Scan the records that follow, and whenever a line has the word "points", copy it.
Listed entries section start
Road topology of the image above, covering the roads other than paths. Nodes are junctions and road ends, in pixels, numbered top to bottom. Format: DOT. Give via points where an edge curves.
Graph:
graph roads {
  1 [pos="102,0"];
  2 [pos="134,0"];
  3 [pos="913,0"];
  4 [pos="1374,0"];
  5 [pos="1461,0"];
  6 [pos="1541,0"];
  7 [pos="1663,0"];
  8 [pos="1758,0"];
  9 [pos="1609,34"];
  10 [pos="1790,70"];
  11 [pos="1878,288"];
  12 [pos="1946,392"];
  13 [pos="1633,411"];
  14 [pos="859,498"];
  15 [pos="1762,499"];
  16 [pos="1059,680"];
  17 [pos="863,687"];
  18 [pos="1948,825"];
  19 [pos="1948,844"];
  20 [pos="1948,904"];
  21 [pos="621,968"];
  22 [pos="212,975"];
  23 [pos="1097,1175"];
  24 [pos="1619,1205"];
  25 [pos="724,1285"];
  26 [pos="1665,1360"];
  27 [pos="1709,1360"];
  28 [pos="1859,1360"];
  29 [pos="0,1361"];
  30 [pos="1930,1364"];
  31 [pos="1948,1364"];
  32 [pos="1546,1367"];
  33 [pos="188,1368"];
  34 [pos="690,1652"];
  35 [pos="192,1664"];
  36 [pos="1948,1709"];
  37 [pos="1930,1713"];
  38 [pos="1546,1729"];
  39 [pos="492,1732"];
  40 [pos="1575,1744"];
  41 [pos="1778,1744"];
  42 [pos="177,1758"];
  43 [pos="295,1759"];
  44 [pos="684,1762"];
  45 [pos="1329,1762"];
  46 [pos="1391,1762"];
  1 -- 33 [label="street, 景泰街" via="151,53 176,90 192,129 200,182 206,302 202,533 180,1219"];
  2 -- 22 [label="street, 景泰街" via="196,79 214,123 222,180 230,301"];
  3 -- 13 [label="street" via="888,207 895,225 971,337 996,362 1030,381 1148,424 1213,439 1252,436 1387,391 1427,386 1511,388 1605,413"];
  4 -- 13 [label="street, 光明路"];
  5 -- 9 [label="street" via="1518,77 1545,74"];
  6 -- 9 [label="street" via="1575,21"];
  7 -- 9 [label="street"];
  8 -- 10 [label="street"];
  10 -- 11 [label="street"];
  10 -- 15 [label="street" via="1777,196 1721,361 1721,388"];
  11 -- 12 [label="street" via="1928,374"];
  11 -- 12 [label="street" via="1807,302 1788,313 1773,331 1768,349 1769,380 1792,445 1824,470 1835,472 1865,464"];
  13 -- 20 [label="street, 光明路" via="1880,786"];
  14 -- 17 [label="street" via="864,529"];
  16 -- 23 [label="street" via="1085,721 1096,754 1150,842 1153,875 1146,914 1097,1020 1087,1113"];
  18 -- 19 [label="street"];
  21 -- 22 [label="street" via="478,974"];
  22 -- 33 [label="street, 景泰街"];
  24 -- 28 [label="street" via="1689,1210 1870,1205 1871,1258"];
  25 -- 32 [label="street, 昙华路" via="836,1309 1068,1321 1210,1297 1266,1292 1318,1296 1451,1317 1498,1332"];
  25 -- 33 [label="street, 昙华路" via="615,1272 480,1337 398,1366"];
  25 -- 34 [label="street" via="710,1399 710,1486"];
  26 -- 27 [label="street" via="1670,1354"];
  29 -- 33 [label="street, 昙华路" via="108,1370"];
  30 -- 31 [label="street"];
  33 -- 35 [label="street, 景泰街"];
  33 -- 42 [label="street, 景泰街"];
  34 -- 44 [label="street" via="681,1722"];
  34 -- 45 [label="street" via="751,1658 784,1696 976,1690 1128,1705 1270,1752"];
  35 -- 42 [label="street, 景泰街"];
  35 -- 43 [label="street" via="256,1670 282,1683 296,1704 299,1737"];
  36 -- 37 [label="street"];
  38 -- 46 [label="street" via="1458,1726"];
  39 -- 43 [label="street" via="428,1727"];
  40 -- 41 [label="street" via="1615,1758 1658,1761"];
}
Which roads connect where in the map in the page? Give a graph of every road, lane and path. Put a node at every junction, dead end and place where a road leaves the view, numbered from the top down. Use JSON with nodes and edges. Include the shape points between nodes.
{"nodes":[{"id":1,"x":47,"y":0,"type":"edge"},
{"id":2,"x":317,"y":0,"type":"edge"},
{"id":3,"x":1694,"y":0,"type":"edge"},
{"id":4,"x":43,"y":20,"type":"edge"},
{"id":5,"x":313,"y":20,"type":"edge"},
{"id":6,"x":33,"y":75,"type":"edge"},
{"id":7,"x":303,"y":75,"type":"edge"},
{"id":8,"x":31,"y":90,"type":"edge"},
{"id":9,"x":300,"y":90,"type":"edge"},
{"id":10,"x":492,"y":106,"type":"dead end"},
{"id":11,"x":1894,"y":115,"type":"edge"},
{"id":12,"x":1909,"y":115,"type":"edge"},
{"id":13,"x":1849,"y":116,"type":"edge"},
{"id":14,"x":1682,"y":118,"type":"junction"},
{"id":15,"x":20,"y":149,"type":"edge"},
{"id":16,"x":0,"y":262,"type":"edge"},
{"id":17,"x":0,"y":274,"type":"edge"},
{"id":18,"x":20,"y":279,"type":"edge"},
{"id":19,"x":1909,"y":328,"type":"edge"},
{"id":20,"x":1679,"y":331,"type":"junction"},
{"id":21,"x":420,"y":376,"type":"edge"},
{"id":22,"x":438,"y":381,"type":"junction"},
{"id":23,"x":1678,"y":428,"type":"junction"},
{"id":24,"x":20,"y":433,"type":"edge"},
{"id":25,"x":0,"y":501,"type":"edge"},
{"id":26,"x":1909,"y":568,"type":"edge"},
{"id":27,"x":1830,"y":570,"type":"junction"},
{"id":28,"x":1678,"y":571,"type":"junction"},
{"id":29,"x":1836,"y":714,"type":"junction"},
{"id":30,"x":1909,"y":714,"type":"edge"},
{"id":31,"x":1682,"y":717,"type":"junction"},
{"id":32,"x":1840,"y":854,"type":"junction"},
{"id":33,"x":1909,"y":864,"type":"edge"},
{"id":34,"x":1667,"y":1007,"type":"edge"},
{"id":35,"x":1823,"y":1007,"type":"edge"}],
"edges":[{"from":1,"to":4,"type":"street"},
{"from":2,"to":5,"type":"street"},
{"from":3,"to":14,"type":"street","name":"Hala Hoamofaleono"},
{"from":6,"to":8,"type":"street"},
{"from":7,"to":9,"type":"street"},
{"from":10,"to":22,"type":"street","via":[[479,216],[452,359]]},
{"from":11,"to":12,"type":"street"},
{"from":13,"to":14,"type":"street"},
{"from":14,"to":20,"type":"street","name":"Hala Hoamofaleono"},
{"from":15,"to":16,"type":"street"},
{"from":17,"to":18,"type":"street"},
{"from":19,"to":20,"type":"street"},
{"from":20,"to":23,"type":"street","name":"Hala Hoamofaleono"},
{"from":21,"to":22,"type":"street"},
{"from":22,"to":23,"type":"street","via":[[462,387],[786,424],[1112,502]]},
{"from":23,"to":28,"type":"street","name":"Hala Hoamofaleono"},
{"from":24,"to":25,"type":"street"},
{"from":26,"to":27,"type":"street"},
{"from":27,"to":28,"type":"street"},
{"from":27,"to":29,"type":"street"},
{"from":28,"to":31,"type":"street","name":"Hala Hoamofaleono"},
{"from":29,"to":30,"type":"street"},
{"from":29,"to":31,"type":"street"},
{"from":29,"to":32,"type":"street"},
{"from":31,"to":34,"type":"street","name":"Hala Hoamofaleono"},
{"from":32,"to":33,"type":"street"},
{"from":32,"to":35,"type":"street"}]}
Listed entries section end
» **Response for this exercise**:
Road topology of the image above, covering the roads other than paths. Nodes are junctions and road ends, in pixels, numbered top to bottom. Format: DOT. Give via points where an edge curves.
Which roads connect where in the map in the page? Give a graph of every road, lane and path. Put a node at every junction, dead end and place where a road leaves the view, numbered from the top down. Use JSON with nodes and edges. Include the shape points between nodes.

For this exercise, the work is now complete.